Records from a collection:
* * *
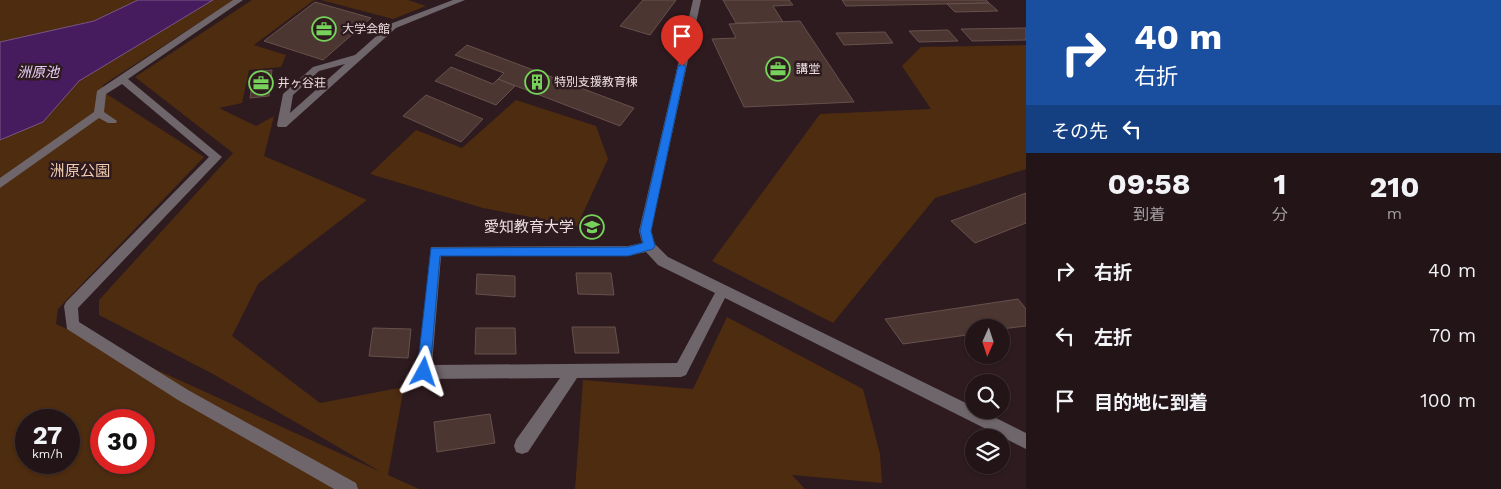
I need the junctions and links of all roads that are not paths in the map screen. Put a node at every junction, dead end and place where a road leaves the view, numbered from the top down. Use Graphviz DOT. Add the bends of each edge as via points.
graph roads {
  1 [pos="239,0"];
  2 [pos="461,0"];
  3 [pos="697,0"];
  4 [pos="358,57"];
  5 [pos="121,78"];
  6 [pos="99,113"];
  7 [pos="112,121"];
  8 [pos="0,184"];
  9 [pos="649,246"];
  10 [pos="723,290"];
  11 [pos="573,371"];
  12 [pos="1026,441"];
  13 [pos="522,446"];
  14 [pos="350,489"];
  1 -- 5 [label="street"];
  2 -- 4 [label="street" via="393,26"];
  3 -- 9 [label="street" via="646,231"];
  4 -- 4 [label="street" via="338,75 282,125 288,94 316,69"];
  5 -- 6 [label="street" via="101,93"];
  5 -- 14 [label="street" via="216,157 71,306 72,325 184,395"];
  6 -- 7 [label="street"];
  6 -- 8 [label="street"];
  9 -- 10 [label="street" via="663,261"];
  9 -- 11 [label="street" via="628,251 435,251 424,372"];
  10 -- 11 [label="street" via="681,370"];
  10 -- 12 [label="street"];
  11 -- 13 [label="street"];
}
* * *
Work required:
Without the pictures, restate each entry exactly.

Exercise solution:
I need the junctions and links of all roads that are not paths in the map screen. Put a node at every junction, dead end and place where a road leaves the view, numbered from the top down. Use Graphviz DOT. Add the bends of each edge as via points.
graph roads {
  1 [pos="239,0"];
  2 [pos="461,0"];
  3 [pos="697,0"];
  4 [pos="358,57"];
  5 [pos="121,78"];
  6 [pos="99,113"];
  7 [pos="112,121"];
  8 [pos="0,184"];
  9 [pos="649,246"];
  10 [pos="723,290"];
  11 [pos="573,371"];
  12 [pos="1026,441"];
  13 [pos="522,446"];
  14 [pos="350,489"];
  1 -- 5 [label="street"];
  2 -- 4 [label="street" via="393,26"];
  3 -- 9 [label="street" via="646,231"];
  4 -- 4 [label="street" via="338,75 282,125 288,94 316,69"];
  5 -- 6 [label="street" via="101,93"];
  5 -- 14 [label="street" via="216,157 71,306 72,325 184,395"];
  6 -- 7 [label="street"];
  6 -- 8 [label="street"];
  9 -- 10 [label="street" via="663,261"];
  9 -- 11 [label="street" via="628,251 435,251 424,372"];
  10 -- 11 [label="street" via="681,370"];
  10 -- 12 [label="street"];
  11 -- 13 [label="street"];
}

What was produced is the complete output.